Depuis 2021, les services de renseignement alertaient leur hiérarchie sur le dossier des migrants afghans. Les premières notes pointaient le risque que cette main-d’œuvre finisse par profiter à l’Ouganda et au Rwanda. Aujourd’hui, avec l’accord passé à Washington, le sens du flux paraît s’être inversé — ces migrants arrivent désormais en République démocratique du Congo. Mais pour combien de temps ?
Le danger ne se limite pas au nombre. Il tient à la nature même du dispositif. Car ce pays recourt déjà aux services d’Erik Prince et de ses mercenaires. Aux supplétifs privés déjà en place viendraient demain s’ajouter les migrants refoulés d’Occident, versés au même creuset d’une armée-bis dans laquelle l’État se déleste, mois après mois, de ses fonctions régaliennes.
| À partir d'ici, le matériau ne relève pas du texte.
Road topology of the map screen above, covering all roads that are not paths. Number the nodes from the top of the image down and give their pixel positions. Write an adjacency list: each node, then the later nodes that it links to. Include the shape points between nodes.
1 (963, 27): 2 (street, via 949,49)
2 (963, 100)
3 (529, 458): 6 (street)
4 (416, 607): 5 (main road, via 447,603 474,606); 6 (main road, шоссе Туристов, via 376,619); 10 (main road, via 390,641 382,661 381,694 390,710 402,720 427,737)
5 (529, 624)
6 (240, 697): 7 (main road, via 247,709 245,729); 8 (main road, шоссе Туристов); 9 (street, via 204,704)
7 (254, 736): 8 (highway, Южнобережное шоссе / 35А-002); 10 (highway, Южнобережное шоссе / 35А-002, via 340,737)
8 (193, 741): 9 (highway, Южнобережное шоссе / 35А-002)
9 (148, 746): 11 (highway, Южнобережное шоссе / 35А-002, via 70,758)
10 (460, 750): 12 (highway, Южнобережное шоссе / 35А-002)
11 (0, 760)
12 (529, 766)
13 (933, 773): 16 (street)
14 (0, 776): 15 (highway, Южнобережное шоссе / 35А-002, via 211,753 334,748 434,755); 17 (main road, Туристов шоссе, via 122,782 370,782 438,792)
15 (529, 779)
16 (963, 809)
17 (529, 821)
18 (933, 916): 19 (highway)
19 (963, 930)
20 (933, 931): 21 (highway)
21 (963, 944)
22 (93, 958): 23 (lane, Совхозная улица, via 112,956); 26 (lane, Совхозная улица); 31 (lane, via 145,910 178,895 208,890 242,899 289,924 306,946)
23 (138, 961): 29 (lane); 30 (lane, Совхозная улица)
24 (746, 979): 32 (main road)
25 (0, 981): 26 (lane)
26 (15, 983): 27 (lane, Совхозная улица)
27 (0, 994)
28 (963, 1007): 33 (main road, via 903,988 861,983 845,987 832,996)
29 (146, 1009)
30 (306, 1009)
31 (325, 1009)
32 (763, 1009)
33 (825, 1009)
Jusqu’où iront Félix et Jacques Tshisekedi dans cette sous-traitance ? Jusqu’où acceptera-t-on que la défense du territoire — première mission d’un État souverain — soit confiée à des contractuels étrangers, chèrement payés en dollars, pendant qu’on abandonne l’armée congolaise en première ligne ?

Le scandale tient dans les chiffres. Des dizaines de millions de dollars sont engloutis chaque mois dans ces supplétifs venus d’ailleurs. Les mercenaires émargent à près de 10 000 dollars par mois. Les soldats des FARDC, ceux qui tombent sous les balles de l’ennemi, ceux qui dorment dans la boue des tranchées du Nord et du Sud-Kivu et de l’Ituri, touchent 100 dollars par mois. Cent fois moins.
Et lorsque l’un d’eux meurt au front, sa dépouille n’est ni rapatriée, ni nommée, ni rendue à sa famille. Il disparaît sans sépulture, sans honneur, sans numéro. Sa mère n’apprendra son décès que par les silences qui s’installent, de village en village, à mesure que les saisons passent et qu’il ne revient pas.
Voilà ce que coûte vraiment, à chaque Congolais, la sauvegarde des intérêts de la famille et du clan Tshisekedi. Ce prix, c’est le bradage de la souveraineté nationale. On n’achète un régime qu’au prix d’une République cédée à des mercenaires et supplétifs étrangers.